## ASSIGNMENT
Look through the entries below and count every line in which "paths" appears; reply with the number only.

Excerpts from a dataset

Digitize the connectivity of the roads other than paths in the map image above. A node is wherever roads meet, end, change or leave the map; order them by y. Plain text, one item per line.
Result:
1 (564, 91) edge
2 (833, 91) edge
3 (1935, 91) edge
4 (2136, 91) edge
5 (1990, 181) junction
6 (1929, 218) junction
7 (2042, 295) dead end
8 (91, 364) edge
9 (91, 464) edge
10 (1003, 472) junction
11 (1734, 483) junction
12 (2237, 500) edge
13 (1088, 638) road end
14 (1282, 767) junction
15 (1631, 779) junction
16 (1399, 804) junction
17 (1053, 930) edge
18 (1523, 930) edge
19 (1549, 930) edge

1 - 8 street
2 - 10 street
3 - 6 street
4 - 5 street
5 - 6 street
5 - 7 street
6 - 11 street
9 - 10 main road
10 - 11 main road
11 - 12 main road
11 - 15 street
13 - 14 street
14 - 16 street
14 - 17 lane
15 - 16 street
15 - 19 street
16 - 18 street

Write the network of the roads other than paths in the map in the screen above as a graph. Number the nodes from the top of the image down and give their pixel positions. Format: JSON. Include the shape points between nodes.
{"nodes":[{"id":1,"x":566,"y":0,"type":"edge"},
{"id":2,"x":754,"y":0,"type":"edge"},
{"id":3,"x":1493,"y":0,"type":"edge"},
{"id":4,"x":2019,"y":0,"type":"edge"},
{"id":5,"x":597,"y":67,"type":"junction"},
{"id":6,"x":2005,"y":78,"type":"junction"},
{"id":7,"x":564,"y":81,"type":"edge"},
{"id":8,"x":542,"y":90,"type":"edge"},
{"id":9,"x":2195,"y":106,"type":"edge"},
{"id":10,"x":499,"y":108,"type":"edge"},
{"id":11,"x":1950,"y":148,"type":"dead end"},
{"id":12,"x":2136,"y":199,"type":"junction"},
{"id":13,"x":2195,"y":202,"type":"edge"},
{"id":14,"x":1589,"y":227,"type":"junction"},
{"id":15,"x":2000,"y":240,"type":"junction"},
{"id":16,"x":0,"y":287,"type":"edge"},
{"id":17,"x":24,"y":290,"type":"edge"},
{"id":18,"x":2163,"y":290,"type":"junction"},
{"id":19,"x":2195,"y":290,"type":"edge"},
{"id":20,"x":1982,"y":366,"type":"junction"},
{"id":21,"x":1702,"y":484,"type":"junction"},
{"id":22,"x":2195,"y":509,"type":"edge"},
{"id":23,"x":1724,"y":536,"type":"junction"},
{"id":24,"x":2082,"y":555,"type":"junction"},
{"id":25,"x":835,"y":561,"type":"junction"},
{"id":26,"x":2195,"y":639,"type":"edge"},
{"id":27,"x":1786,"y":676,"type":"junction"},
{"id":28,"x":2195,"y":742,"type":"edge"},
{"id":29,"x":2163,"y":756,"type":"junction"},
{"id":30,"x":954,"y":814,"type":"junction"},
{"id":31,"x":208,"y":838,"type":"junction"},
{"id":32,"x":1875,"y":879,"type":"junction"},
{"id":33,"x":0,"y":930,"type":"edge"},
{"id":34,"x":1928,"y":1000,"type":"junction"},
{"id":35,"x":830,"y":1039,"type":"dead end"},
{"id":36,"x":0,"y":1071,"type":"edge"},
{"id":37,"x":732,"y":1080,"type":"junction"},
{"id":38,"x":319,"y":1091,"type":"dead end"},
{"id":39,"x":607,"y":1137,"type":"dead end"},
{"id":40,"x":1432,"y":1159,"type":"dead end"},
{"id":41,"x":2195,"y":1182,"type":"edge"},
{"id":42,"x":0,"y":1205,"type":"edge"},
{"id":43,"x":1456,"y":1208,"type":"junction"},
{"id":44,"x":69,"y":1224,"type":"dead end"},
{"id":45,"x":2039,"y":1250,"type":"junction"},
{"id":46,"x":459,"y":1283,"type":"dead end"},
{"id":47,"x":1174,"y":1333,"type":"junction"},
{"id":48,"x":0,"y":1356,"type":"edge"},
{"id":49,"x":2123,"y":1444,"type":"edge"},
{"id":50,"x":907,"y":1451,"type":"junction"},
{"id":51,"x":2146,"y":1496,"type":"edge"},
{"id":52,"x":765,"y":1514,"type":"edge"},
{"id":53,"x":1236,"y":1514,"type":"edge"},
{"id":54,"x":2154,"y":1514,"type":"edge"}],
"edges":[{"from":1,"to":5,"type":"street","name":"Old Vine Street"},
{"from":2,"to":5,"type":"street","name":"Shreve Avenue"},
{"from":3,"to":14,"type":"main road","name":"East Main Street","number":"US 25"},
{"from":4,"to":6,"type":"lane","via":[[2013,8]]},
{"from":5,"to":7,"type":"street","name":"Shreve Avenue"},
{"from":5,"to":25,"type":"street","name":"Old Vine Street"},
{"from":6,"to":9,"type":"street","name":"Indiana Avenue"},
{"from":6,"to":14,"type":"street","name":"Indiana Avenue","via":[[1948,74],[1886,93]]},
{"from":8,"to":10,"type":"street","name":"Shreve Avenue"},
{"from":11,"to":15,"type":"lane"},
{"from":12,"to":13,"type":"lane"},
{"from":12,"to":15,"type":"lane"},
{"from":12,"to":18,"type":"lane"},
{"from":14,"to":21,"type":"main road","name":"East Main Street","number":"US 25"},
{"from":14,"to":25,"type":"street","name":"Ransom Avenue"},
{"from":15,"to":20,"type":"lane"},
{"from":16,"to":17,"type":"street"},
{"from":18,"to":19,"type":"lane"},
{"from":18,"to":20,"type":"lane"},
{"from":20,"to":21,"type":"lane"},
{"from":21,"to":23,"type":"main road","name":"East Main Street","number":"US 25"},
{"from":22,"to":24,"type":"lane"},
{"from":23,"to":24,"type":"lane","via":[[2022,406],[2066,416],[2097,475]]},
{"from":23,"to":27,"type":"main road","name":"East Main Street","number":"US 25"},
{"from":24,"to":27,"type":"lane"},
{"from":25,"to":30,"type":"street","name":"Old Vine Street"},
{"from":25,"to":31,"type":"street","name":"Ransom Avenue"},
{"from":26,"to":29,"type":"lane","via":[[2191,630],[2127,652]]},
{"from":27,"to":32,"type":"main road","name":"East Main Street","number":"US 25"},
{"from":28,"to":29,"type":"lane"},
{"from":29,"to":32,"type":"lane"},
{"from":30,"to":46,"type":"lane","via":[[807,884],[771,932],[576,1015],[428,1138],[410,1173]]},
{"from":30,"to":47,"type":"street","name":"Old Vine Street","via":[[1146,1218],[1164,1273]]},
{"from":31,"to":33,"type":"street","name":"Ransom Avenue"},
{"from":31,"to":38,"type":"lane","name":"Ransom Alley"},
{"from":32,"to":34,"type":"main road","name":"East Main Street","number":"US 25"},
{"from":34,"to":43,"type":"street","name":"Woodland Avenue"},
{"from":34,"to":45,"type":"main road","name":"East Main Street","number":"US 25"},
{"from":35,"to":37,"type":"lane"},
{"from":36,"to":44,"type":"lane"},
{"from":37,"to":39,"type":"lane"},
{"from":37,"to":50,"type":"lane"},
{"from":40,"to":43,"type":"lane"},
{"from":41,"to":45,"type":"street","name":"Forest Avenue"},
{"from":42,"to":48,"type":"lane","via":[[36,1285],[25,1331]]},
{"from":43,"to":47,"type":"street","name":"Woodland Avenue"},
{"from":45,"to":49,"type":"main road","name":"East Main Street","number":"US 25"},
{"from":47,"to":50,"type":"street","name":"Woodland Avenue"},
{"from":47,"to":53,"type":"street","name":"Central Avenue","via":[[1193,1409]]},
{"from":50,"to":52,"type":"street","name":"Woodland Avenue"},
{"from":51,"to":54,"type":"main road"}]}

## RESPONSE TO THIS TASK
2